§ **TASK STATEMENT**: Each line below must be set down exactly; omit any image you find.

DATA SUPPLIED Start Marker

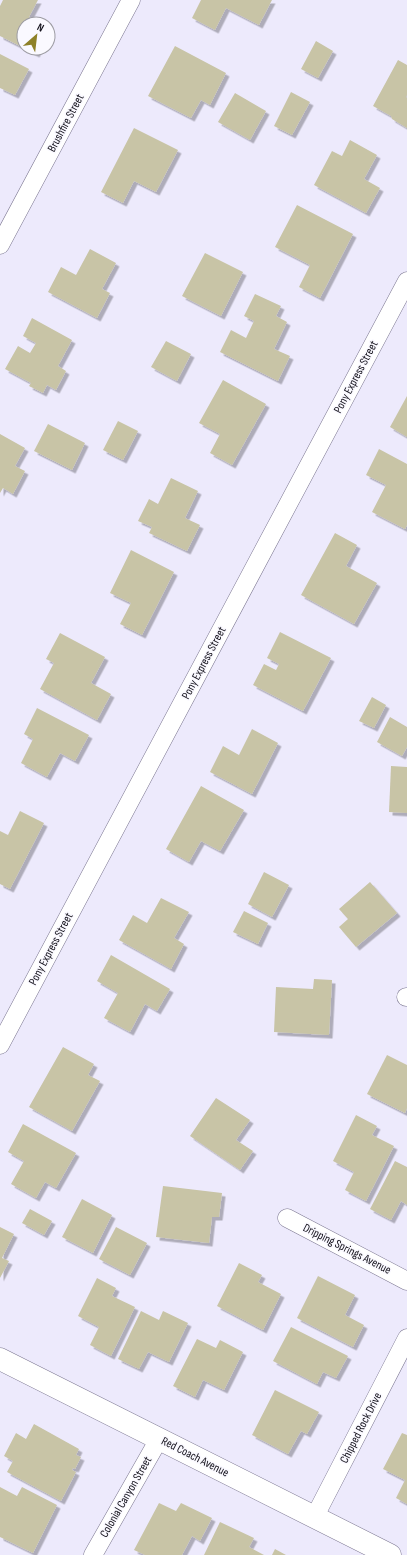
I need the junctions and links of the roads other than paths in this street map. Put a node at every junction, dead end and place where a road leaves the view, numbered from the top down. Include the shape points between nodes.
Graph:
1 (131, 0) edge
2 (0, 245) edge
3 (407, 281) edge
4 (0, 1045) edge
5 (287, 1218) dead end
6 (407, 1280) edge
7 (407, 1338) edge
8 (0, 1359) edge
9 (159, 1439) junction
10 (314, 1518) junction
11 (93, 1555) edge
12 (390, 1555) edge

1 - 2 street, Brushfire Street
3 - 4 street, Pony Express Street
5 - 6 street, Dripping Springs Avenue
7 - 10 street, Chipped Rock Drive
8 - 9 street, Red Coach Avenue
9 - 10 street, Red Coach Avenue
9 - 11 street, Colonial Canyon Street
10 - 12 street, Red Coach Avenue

DATA SUPPLIED End Marker

§ **ANSWER TO THIS PROBLEM**:
I need the junctions and links of the roads other than paths in this street map. Put a node at every junction, dead end and place where a road leaves the view, numbered from the top down. Include the shape points between nodes.
Graph:
1 (131, 0) edge
2 (0, 245) edge
3 (407, 281) edge
4 (0, 1045) edge
5 (287, 1218) dead end
6 (407, 1280) edge
7 (407, 1338) edge
8 (0, 1359) edge
9 (159, 1439) junction
10 (314, 1518) junction
11 (93, 1555) edge
12 (390, 1555) edge

1 - 2 street, Brushfire Street
3 - 4 street, Pony Express Street
5 - 6 street, Dripping Springs Avenue
7 - 10 street, Chipped Rock Drive
8 - 9 street, Red Coach Avenue
9 - 10 street, Red Coach Avenue
9 - 11 street, Colonial Canyon Street
10 - 12 street, Red Coach Avenue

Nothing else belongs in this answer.